* _TRY IT_
Wherever the records include pictures, skip them and transcribe all the rest word for word.

### SUPPLIED MATERIAL

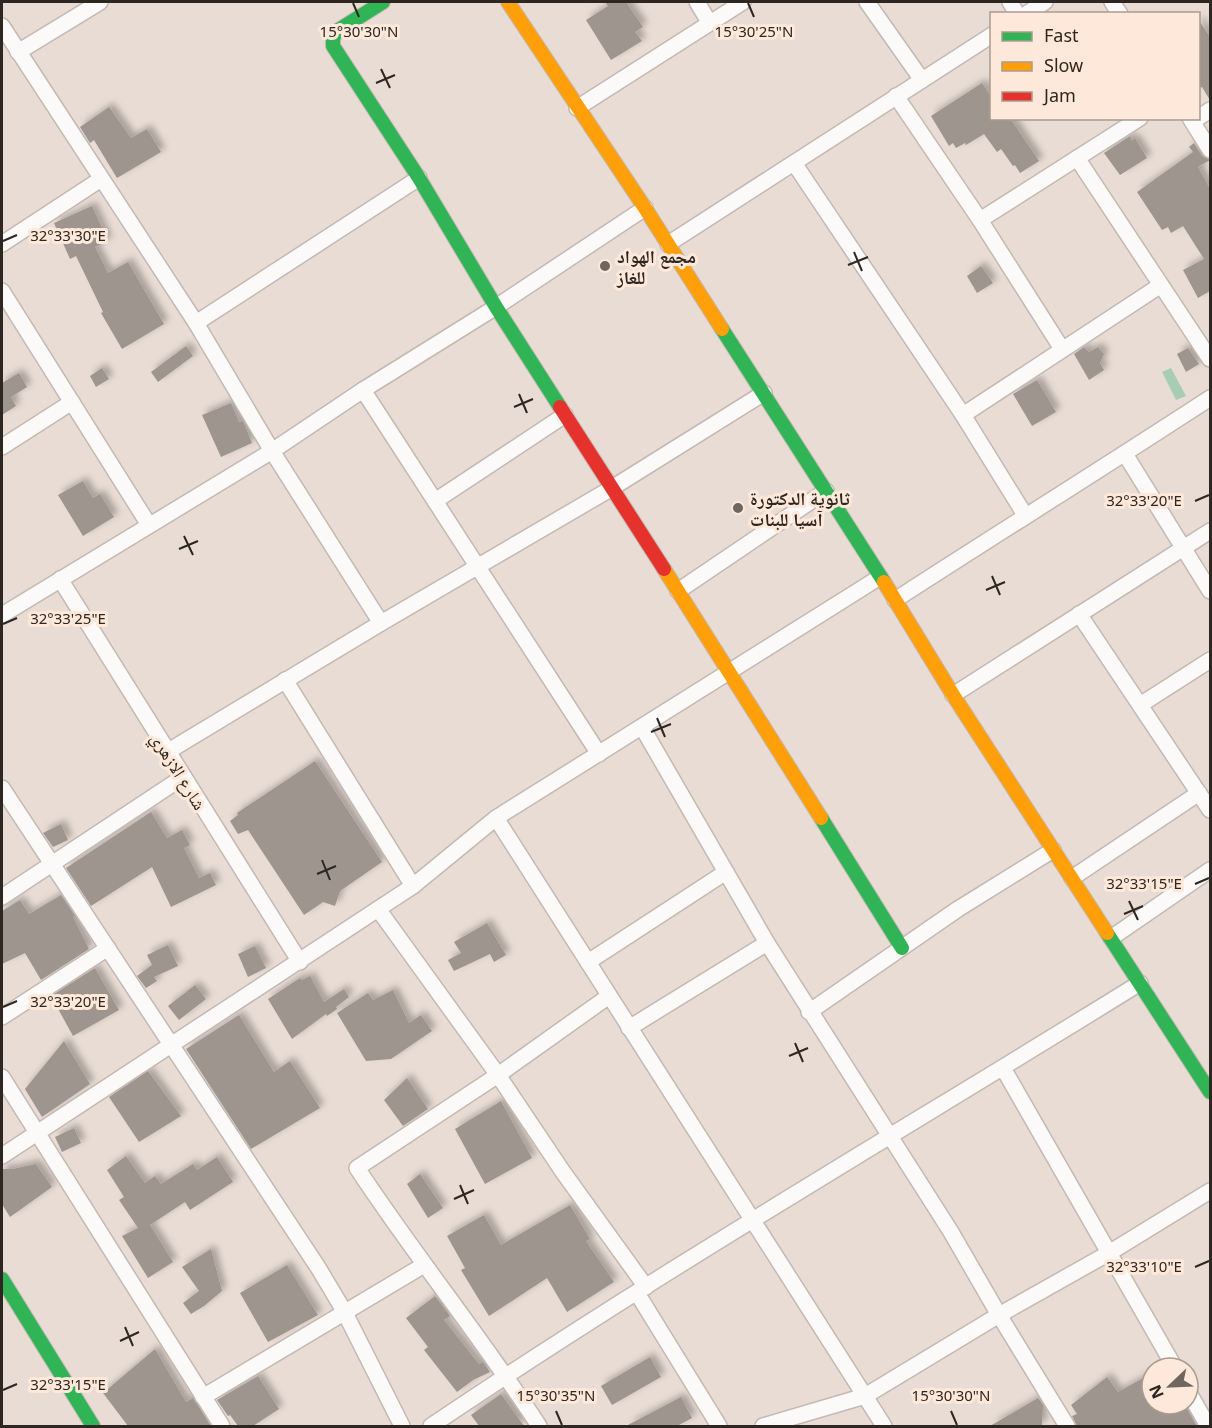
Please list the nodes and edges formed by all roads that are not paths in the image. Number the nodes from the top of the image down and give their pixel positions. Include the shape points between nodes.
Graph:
1 (100, 2) edge
2 (383, 2) edge
3 (508, 2) edge
4 (697, 2) edge
5 (743, 2) edge
6 (867, 2) edge
7 (1045, 2) edge
8 (1029, 12) edge
9 (709, 22) junction
10 (2, 26) edge
11 (990, 36) edge
12 (18, 52) junction
13 (922, 80) junction
14 (896, 96) junction
15 (578, 108) junction
16 (1137, 120) edge
17 (1195, 120) edge
18 (1210, 150) edge
19 (1077, 158) junction
20 (794, 163) junction
21 (419, 178) junction
22 (101, 179) junction
23 (645, 208) junction
24 (980, 220) junction
25 (2, 244) edge
26 (668, 244) junction
27 (1161, 285) junction
28 (2, 291) edge
29 (496, 308) junction
30 (196, 323) junction
31 (1062, 350) junction
32 (1210, 359) edge
33 (363, 390) junction
34 (764, 393) junction
35 (1210, 398) edge
36 (72, 402) junction
37 (565, 415) junction
38 (963, 415) junction
39 (2, 447) edge
40 (272, 451) junction
41 (1125, 454) junction
42 (612, 488) junction
43 (826, 491) junction
44 (435, 501) junction
45 (1025, 515) junction
46 (149, 525) junction
47 (1210, 531) edge
48 (1184, 549) junction
49 (479, 568) junction
50 (880, 577) junction
51 (60, 579) junction
52 (678, 591) junction
53 (1210, 591) edge
54 (895, 600) junction
55 (1079, 614) junction
56 (2, 615) edge
57 (381, 623) junction
58 (1210, 660) edge
59 (730, 672) junction
60 (285, 680) junction
61 (953, 695) junction
62 (1140, 705) junction
63 (642, 727) junction
64 (167, 752) junction
65 (599, 754) junction
66 (183, 777) junction
67 (2, 788) edge
68 (1199, 793) junction
69 (1210, 810) edge
70 (496, 818) junction
71 (1053, 850) junction
72 (52, 865) junction
73 (1210, 870) edge
74 (726, 872) junction
75 (1072, 878) junction
76 (413, 885) junction
77 (2, 897) edge
78 (378, 909) junction
79 (1111, 938) junction
80 (767, 943) junction
81 (108, 948) junction
82 (902, 948) junction
83 (300, 962) junction
84 (588, 962) junction
85 (1140, 983) junction
86 (609, 996) junction
87 (809, 1012) junction
88 (2, 1017) edge
89 (629, 1028) junction
90 (171, 1045) junction
91 (1003, 1068) junction
92 (498, 1075) junction
93 (2, 1077) edge
94 (1210, 1092) edge
95 (37, 1134) junction
96 (890, 1136) junction
97 (2, 1156) edge
98 (1210, 1191) edge
99 (753, 1220) junction
100 (1109, 1253) junction
101 (424, 1265) junction
102 (2, 1279) edge
103 (641, 1290) junction
104 (344, 1311) junction
105 (999, 1315) junction
106 (1168, 1356) edge
107 (506, 1376) junction
108 (865, 1396) junction
109 (203, 1397) junction
110 (1200, 1412) edge
111 (93, 1426) edge
112 (222, 1426) edge
113 (402, 1426) edge
114 (431, 1426) edge
115 (539, 1426) edge
116 (719, 1426) edge
117 (763, 1426) edge
118 (884, 1426) edge
119 (1067, 1426) edge
120 (1208, 1426) edge

1 - 12 street
2 - 21 street via 337,30 333,46
3 - 15 street
4 - 9 street
5 - 9 street
6 - 13 street
7 - 8 street
9 - 15 street
10 - 12 street
11 - 13 street
12 - 22 street
13 - 14 street
14 - 20 street
14 - 24 street
15 - 23 street
16 - 19 street
17 - 18 street
19 - 24 street
19 - 27 street
20 - 26 street
20 - 38 street
21 - 29 street
21 - 30 street
22 - 25 street
22 - 30 street
23 - 26 street
23 - 29 street
24 - 31 street
26 - 34 street
27 - 31 street
27 - 32 street
28 - 36 street
29 - 33 street
29 - 37 street
30 - 40 street
31 - 38 street
33 - 40 street
33 - 44 street
34 - 42 street
34 - 43 street
35 - 41 street
36 - 39 street
36 - 46 street
37 - 42 street
37 - 44 street
38 - 45 street
40 - 46 street
40 - 57 street
41 - 45 street
41 - 48 street
42 - 49 street
42 - 52 street
43 - 50 street
43 - 52 street
44 - 49 street
45 - 54 street
46 - 51 street
47 - 48 street
48 - 53 street
48 - 55 street
49 - 57 street
49 - 65 street
50 - 54 street
50 - 59 street
51 - 56 street
51 - 64 street, شارع الازهري
52 - 59 street
54 - 61 street
55 - 61 street
55 - 62 street
57 - 60 street
58 - 62 street
59 - 63 street
59 - 82 street
60 - 64 street
60 - 76 street
61 - 71 street
62 - 68 street
63 - 65 street
63 - 74 street
64 - 66 street, شارع الازهري
65 - 70 street
66 - 72 street
66 - 83 street, شارع الازهري
67 - 72 street
68 - 69 street
68 - 75 street
70 - 76 street
70 - 84 street
71 - 75 street
71 - 82 street
72 - 77 street
72 - 81 street
73 - 79 street
74 - 80 street
74 - 84 street
75 - 79 street
76 - 78 street
78 - 83 street
78 - 92 street
79 - 85 street
80 - 87 street
80 - 89 street
81 - 88 street
81 - 90 street
82 - 87 street
83 - 90 street
84 - 86 street
85 - 91 street
85 - 94 street
86 - 89 street
86 - 92 street
87 - 96 street
89 - 99 street
90 - 95 street
90 - 104 street
91 - 96 street
91 - 100 street
92 - 101 street via 357,1168
92 - 103 street
93 - 95 street
95 - 97 street
95 - 109 street
96 - 99 street
96 - 105 street
98 - 100 street
99 - 103 street
99 - 108 street
100 - 105 street
100 - 106 street
101 - 104 street
101 - 107 street
102 - 111 street
103 - 107 street
103 - 116 street
104 - 109 street
104 - 113 street
105 - 108 street
105 - 119 street
107 - 114 street
107 - 115 street
108 - 117 street
108 - 118 street
109 - 112 street
110 - 120 street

######

* _RESULT OF THE TASK_
Please list the nodes and edges formed by all roads that are not paths in the image. Number the nodes from the top of the image down and give their pixel positions. Include the shape points between nodes.
Graph:
1 (100, 2) edge
2 (383, 2) edge
3 (508, 2) edge
4 (697, 2) edge
5 (743, 2) edge
6 (867, 2) edge
7 (1045, 2) edge
8 (1029, 12) edge
9 (709, 22) junction
10 (2, 26) edge
11 (990, 36) edge
12 (18, 52) junction
13 (922, 80) junction
14 (896, 96) junction
15 (578, 108) junction
16 (1137, 120) edge
17 (1195, 120) edge
18 (1210, 150) edge
19 (1077, 158) junction
20 (794, 163) junction
21 (419, 178) junction
22 (101, 179) junction
23 (645, 208) junction
24 (980, 220) junction
25 (2, 244) edge
26 (668, 244) junction
27 (1161, 285) junction
28 (2, 291) edge
29 (496, 308) junction
30 (196, 323) junction
31 (1062, 350) junction
32 (1210, 359) edge
33 (363, 390) junction
34 (764, 393) junction
35 (1210, 398) edge
36 (72, 402) junction
37 (565, 415) junction
38 (963, 415) junction
39 (2, 447) edge
40 (272, 451) junction
41 (1125, 454) junction
42 (612, 488) junction
43 (826, 491) junction
44 (435, 501) junction
45 (1025, 515) junction
46 (149, 525) junction
47 (1210, 531) edge
48 (1184, 549) junction
49 (479, 568) junction
50 (880, 577) junction
51 (60, 579) junction
52 (678, 591) junction
53 (1210, 591) edge
54 (895, 600) junction
55 (1079, 614) junction
56 (2, 615) edge
57 (381, 623) junction
58 (1210, 660) edge
59 (730, 672) junction
60 (285, 680) junction
61 (953, 695) junction
62 (1140, 705) junction
63 (642, 727) junction
64 (167, 752) junction
65 (599, 754) junction
66 (183, 777) junction
67 (2, 788) edge
68 (1199, 793) junction
69 (1210, 810) edge
70 (496, 818) junction
71 (1053, 850) junction
72 (52, 865) junction
73 (1210, 870) edge
74 (726, 872) junction
75 (1072, 878) junction
76 (413, 885) junction
77 (2, 897) edge
78 (378, 909) junction
79 (1111, 938) junction
80 (767, 943) junction
81 (108, 948) junction
82 (902, 948) junction
83 (300, 962) junction
84 (588, 962) junction
85 (1140, 983) junction
86 (609, 996) junction
87 (809, 1012) junction
88 (2, 1017) edge
89 (629, 1028) junction
90 (171, 1045) junction
91 (1003, 1068) junction
92 (498, 1075) junction
93 (2, 1077) edge
94 (1210, 1092) edge
95 (37, 1134) junction
96 (890, 1136) junction
97 (2, 1156) edge
98 (1210, 1191) edge
99 (753, 1220) junction
100 (1109, 1253) junction
101 (424, 1265) junction
102 (2, 1279) edge
103 (641, 1290) junction
104 (344, 1311) junction
105 (999, 1315) junction
106 (1168, 1356) edge
107 (506, 1376) junction
108 (865, 1396) junction
109 (203, 1397) junction
110 (1200, 1412) edge
111 (93, 1426) edge
112 (222, 1426) edge
113 (402, 1426) edge
114 (431, 1426) edge
115 (539, 1426) edge
116 (719, 1426) edge
117 (763, 1426) edge
118 (884, 1426) edge
119 (1067, 1426) edge
120 (1208, 1426) edge

1 - 12 street
2 - 21 street via 337,30 333,46
3 - 15 street
4 - 9 street
5 - 9 street
6 - 13 street
7 - 8 street
9 - 15 street
10 - 12 street
11 - 13 street
12 - 22 street
13 - 14 street
14 - 20 street
14 - 24 street
15 - 23 street
16 - 19 street
17 - 18 street
19 - 24 street
19 - 27 street
20 - 26 street
20 - 38 street
21 - 29 street
21 - 30 street
22 - 25 street
22 - 30 street
23 - 26 street
23 - 29 street
24 - 31 street
26 - 34 street
27 - 31 street
27 - 32 street
28 - 36 street
29 - 33 street
29 - 37 street
30 - 40 street
31 - 38 street
33 - 40 street
33 - 44 street
34 - 42 street
34 - 43 street
35 - 41 street
36 - 39 street
36 - 46 street
37 - 42 street
37 - 44 street
38 - 45 street
40 - 46 street
40 - 57 street
41 - 45 street
41 - 48 street
42 - 49 street
42 - 52 street
43 - 50 street
43 - 52 street
44 - 49 street
45 - 54 street
46 - 51 street
47 - 48 street
48 - 53 street
48 - 55 street
49 - 57 street
49 - 65 street
50 - 54 street
50 - 59 street
51 - 56 street
51 - 64 street, شارع الازهري
52 - 59 street
54 - 61 street
55 - 61 street
55 - 62 street
57 - 60 street
58 - 62 street
59 - 63 street
59 - 82 street
60 - 64 street
60 - 76 street
61 - 71 street
62 - 68 street
63 - 65 street
63 - 74 street
64 - 66 street, شارع الازهري
65 - 70 street
66 - 72 street
66 - 83 street, شارع الازهري
67 - 72 street
68 - 69 street
68 - 75 street
70 - 76 street
70 - 84 street
71 - 75 street
71 - 82 street
72 - 77 street
72 - 81 street
73 - 79 street
74 - 80 street
74 - 84 street
75 - 79 street
76 - 78 street
78 - 83 street
78 - 92 street
79 - 85 street
80 - 87 street
80 - 89 street
81 - 88 street
81 - 90 street
82 - 87 street
83 - 90 street
84 - 86 street
85 - 91 street
85 - 94 street
86 - 89 street
86 - 92 street
87 - 96 street
89 - 99 street
90 - 95 street
90 - 104 street
91 - 96 street
91 - 100 street
92 - 101 street via 357,1168
92 - 103 street
93 - 95 street
95 - 97 street
95 - 109 street
96 - 99 street
96 - 105 street
98 - 100 street
99 - 103 street
99 - 108 street
100 - 105 street
100 - 106 street
101 - 104 street
101 - 107 street
102 - 111 street
103 - 107 street
103 - 116 street
104 - 109 street
104 - 113 street
105 - 108 street
105 - 119 street
107 - 114 street
107 - 115 street
108 - 117 street
108 - 118 street
109 - 112 street
110 - 120 street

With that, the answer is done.